Capital Needs Meetings

2014 Bonds and Capital Needs Information

Final Meeting Report [pdf/2mb/62p]


2014 Bonds and Capital Needs Information

captial needs chart 2014

Full Descriptions of Proposed Projects and Descriptions

You can send your comments by using our online form

Why Have These Meetings?

  • The city has $709.2 million in unfunded capital needs, including buildings, parks, infrastructure and equipment The City Council recently reviewed the list and proposed that the city move forward with $175 million worth of projects.
  • The proposed list includes 11 transportation projects that would cost $60.65 million, eight public safety projects that would cost $31 million, 19 recreation projects that would cost $30.85 million, three economic development projects that would cost $25 million, two housing development programs that would cost $10 million, and $17.5 million to improve and update the Benton Convention Center. A complete list of projects is on the inside flap.
  • The list of projects includes only items that are the responsibility of city government. They do not include schools, libraries or other projects that are the responsibility of county and state government.
  • The City Council is considering a bond referendum to pay for most of these projects.
  • Before moving forward, the City Council wants feedback from citizens.

Proposed Timetable

  • MAY: City Council reviews citizen feedback from capital needs meetings.
  • JUNE 16: City Council approves publishing notice of intent to hold a referendum and submitting an application to the Local Government Commission.
  • AUGUST 18: City Council holds a public hearing, adopts the bond orders, and sets the date for the bond referendum.
  • NOVEMBER 4: Date of bond referendum


How were the projects selected?

The City Council held a series of meetings earlier this year to review the city’s unfunded capital needs, consider what projects would be appropriate for a bond referendum and determine what the city could afford to address and the potential impact on tax rates. City staff took their guidance and developed a proposed list of projects, which the council then refined into the list in this brochure.

Could the list of projects change?

Yes. The City Council will review comments from citizens at the capital needs meetings before finalizing the list of projects that would go before the voters.

Why pay for these projects with bonds?

General obligation bonds are the least-expensive way to finance these projects, thanks to the city’s high credit rating. Because our credit rating is high and the bonds are guaranteed by the city’s taxing authority, the city will pay less interest on the bonds than if it used some other form of financing. G.O. bonds would finance all projects but the Benton Convention Center.

How would we pay for the Convention Center improvements?

Improvements and updates to the Benton Convention Center would be financed through a mortgage that would use the convention center as collateral. This financing can be issued without voter approval, so it would not appear on the ballot. Using this type of financing would enable the city to move forward with this project more quickly and limit the disruption to operations.

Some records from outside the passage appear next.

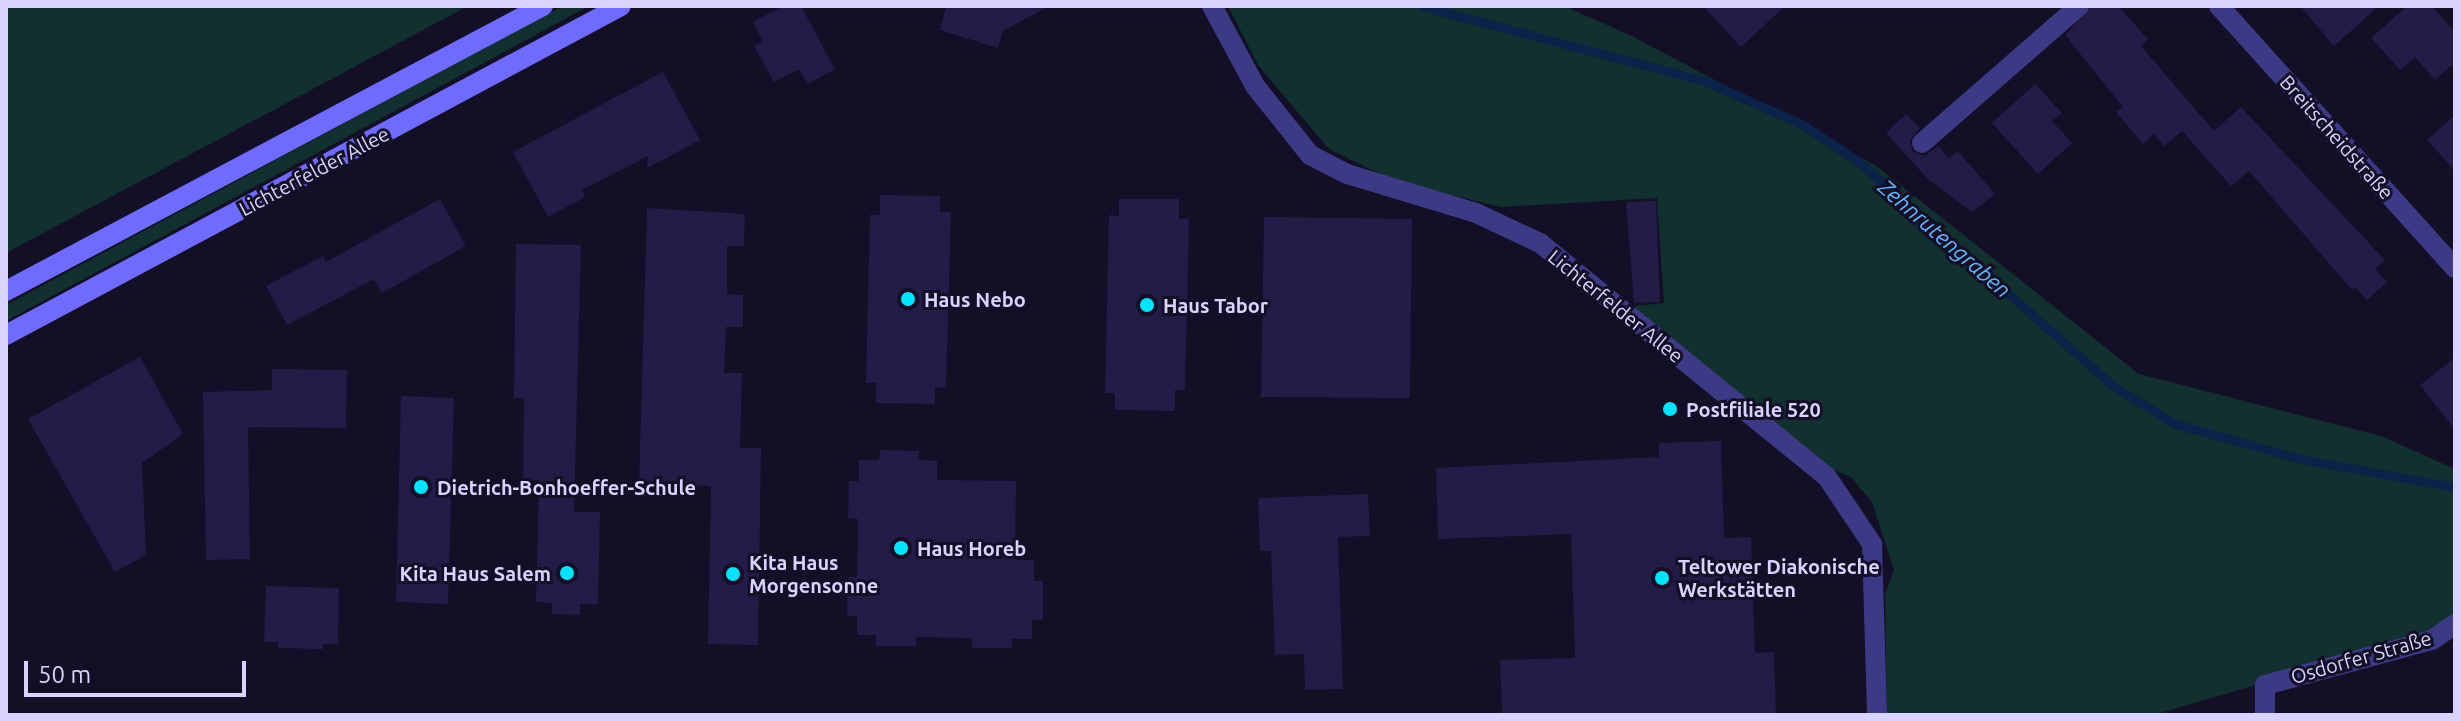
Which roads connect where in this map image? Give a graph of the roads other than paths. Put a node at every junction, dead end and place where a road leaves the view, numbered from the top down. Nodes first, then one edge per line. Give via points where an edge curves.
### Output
1 (543, 6) edge
2 (621, 6) edge
3 (1212, 6) edge
4 (2079, 6) edge
5 (2219, 6) edge
6 (1922, 143) dead end
7 (2455, 268) edge
8 (6, 291) edge
9 (6, 335) edge
10 (2455, 624) edge
11 (1877, 715) edge
12 (2265, 715) edge

1 - 8 main road, Lichterfelder Allee
2 - 9 main road, Lichterfelder Allee
3 - 11 street, Lichterfelder Allee via 1255,86 1310,155 1347,174 1476,213 1540,243 1827,477 1872,544
4 - 6 street
5 - 7 street, Breitscheidstraße
10 - 12 street, Osdorfer Straße via 2432,640 2265,685

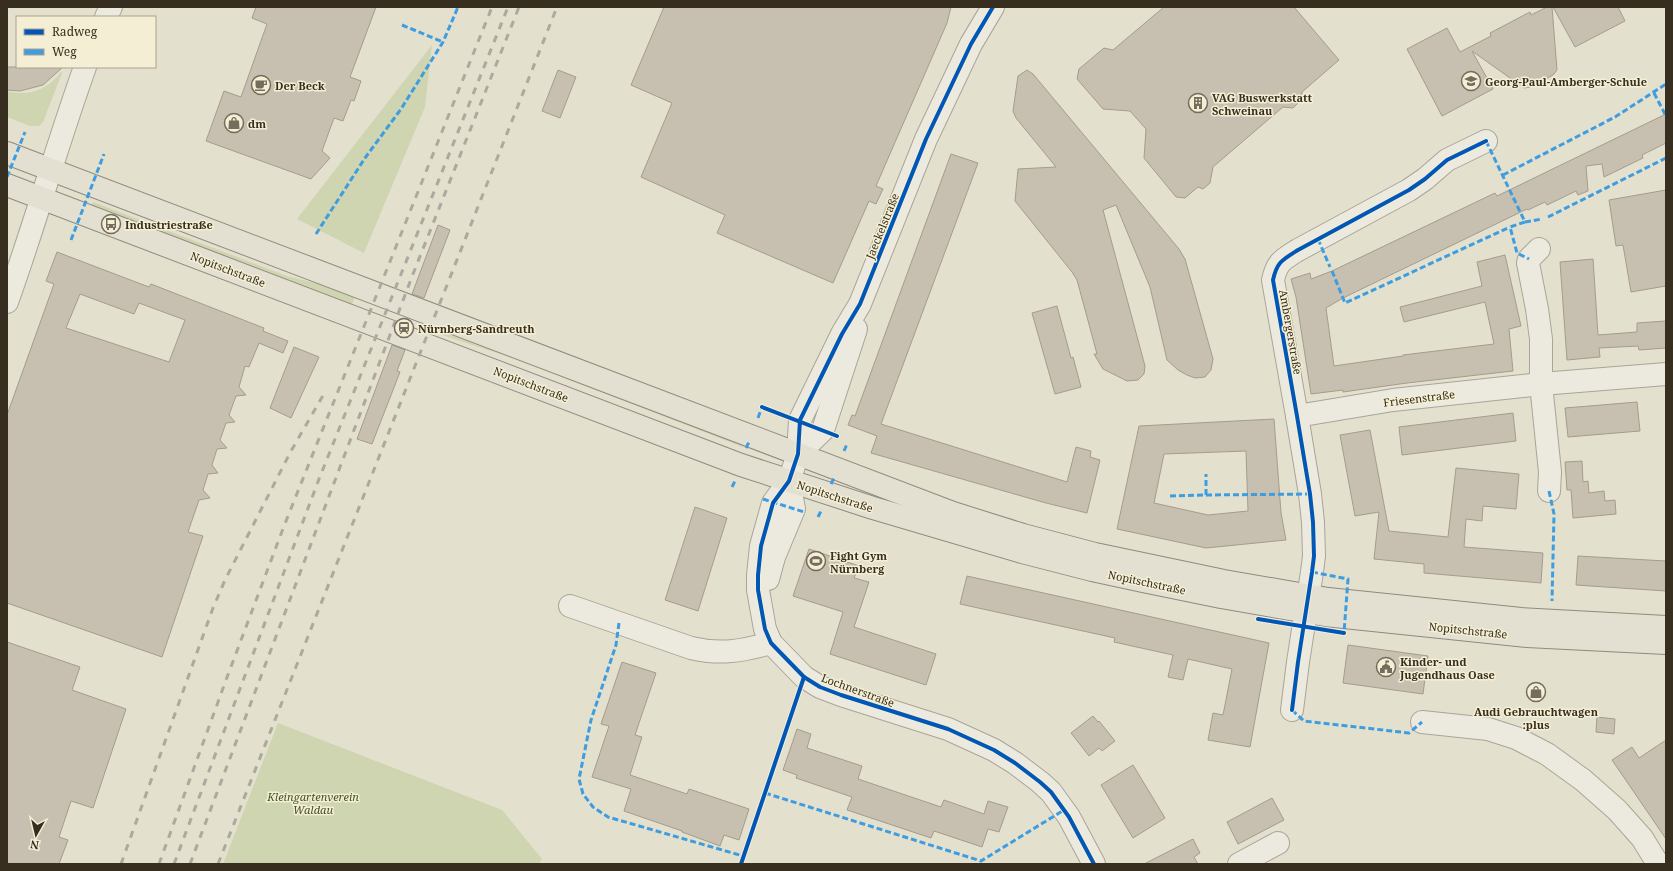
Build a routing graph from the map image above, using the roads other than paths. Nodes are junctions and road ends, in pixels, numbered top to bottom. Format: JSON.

What effect will this have on my taxes?

If the bonds are approved, they will be issued in stages over approximately six years. If the city were to finance all $175 million in projects, the city Finance Department estimates that the city property tax rate could increase up to 2.5 cents, starting in July 2015. Based on this, the owner of a house valued at $200,000 would pay $50 more in property taxes starting in August 2015. This works out to about $4.17 per month.

Why can’t we pay as we go?

The city has used pay-as-you-go financing for its capital needs since the last bond referendum in 2000. This has not been sufficient to meet our needs, resulting in the current backlog of $709.2 million in unfunded capital needs. Borrowing $175 million will allow the city to address the most pressing of these needs and pay the money back over time, much as people do when they borrow money to buy a house or a vehicle.

When will the City Council decide on a bond referendum?

In order to ensure that the bonds can be voted on in November, the City Council must act by August 18. This gives sufficient time for the N.C. Local Government Commission to review the proposed bonds and authorize the city to hold the bond referendum. The commission acts as a safety check to ensure that local governments do not issue more debt than they can afford to repay.

Why do we have to vote on these bonds?

When a city issues general obligation bonds, it pledges its “full faith and credit” to repay the bonds. To assure that the city will meet this commitment, voters are required to vote in a referendum that would authorize a tax levy, if needed, to repay the bonds.

Why don’t the proposed bonds include any money for schools?

Public schools in Forsyth County are financed by Forsyth County. As such, school projects are the responsibility of the Forsyth County Commissioners.

Didn’t we just vote on library bonds in 2010? Why are we having another referendum so soon?

Public libraries, like schools, are operated by Forsyth County. The 2010 referendum on library bonds was held by the Forsyth County Commissioners.